Clarity of thought, spelling and grammar are as important in software code as they are in any other white collar profession. This is not appreciated by many UK IT managers who are lured to overseas suppliers by cheap labour rates. They often dont appreciate that a project may take twice as long to complete because of these quality issues and that engaging an offshore company may provide false economy. Because the IT profession is relatively young and unregulated, compared to law or medicine for example, it is an easy target when it comes to cutting costs within a company. Many companies would not dream of outsourcing legal or accountancy services to an offshore supplier because they would be deemed not to have in-depth knowledge of UK practises.
Why then do this with IT services which require just as much local knowledge in most cases?
Name: Krishnan Namakkal
Age: 65
Lives: Bangalore, India
Works: Retired
I am 65 years old and I am now retired. I live in Bangalore. I was a prototype engineer and I used to work for Hindustan Aeronautics Ltd. I strongly believe that professional outsourcing improves productivity a great deal and creates more wealth. Anything that improves productivity will go a long way to help the society at large.

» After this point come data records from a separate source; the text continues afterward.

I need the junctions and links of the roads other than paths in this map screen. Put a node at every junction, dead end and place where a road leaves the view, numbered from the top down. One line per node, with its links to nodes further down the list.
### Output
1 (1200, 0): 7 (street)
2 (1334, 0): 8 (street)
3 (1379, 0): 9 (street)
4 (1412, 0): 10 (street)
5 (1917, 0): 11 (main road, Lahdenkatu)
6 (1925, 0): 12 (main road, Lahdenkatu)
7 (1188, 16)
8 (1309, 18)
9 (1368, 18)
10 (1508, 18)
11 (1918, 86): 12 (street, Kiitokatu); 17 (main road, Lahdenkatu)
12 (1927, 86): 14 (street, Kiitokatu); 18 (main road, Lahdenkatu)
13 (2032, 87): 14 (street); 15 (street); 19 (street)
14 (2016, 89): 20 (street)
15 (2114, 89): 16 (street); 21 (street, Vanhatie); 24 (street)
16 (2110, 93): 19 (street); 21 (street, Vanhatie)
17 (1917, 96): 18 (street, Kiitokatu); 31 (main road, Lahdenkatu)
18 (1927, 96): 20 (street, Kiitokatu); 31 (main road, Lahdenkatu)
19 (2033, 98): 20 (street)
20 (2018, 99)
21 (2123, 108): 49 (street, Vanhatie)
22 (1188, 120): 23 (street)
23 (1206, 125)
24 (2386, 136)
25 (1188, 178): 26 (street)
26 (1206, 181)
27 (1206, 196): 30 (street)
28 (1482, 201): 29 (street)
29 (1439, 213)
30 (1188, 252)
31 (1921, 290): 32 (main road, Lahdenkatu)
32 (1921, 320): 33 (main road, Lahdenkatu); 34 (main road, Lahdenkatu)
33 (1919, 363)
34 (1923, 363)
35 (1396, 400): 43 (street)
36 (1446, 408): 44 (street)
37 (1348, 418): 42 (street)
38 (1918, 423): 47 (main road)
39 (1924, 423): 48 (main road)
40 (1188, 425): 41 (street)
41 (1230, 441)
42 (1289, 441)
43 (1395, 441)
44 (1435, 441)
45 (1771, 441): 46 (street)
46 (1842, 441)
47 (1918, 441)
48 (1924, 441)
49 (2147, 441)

The company I used to work for changed the corporate policy to outsource many of the highly technical jobs with amazing results. There was a visible result of improved quality and cost reduction. It also opened our eyes to a wider world of technology and skill level. The outsourcing basically released the management from the mundane day-to-day work, so that they could concentrate more on the highly complex aircraft production management. In an aviation industry the manufacturing outsourcing was a win-win situation.
I am more pessimistic about what is happening now in India. Here in Bangalore – the software capital of India, there are plenty of young software engineers. They are paid very well, but have to work long hours, stretching their days into the nights. A good majority of these youths have become no more than clerical appendage of the world. It is difficult to imagine the future of these young Indians doing uncreative, mundane jobs. There is no surprise that there is a frightening increase in stress-related diseases among these workers.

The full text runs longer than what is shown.